* WORK TO COMPLETE
Reproduce the records below word for word.
Start of DATASET RECORDS
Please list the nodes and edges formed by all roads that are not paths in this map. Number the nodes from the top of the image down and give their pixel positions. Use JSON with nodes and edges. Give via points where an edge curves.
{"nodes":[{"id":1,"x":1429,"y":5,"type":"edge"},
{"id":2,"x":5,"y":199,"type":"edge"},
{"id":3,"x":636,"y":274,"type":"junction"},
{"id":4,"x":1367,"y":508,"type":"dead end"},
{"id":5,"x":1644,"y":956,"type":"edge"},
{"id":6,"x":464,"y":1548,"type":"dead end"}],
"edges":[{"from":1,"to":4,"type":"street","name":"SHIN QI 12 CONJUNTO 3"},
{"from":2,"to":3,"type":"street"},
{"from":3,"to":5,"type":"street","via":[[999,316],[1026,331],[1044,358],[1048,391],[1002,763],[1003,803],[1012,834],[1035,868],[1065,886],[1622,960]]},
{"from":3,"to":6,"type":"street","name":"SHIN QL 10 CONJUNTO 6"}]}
End of DATASET RECORDS
* RESPONSE TO THE TASK
Please list the nodes and edges formed by all roads that are not paths in this map. Number the nodes from the top of the image down and give their pixel positions. Use JSON with nodes and edges. Give via points where an edge curves.
{"nodes":[{"id":1,"x":1429,"y":5,"type":"edge"},
{"id":2,"x":5,"y":199,"type":"edge"},
{"id":3,"x":636,"y":274,"type":"junction"},
{"id":4,"x":1367,"y":508,"type":"dead end"},
{"id":5,"x":1644,"y":956,"type":"edge"},
{"id":6,"x":464,"y":1548,"type":"dead end"}],
"edges":[{"from":1,"to":4,"type":"street","name":"SHIN QI 12 CONJUNTO 3"},
{"from":2,"to":3,"type":"street"},
{"from":3,"to":5,"type":"street","via":[[999,316],[1026,331],[1044,358],[1048,391],[1002,763],[1003,803],[1012,834],[1035,868],[1065,886],[1622,960]]},
{"from":3,"to":6,"type":"street","name":"SHIN QL 10 CONJUNTO 6"}]}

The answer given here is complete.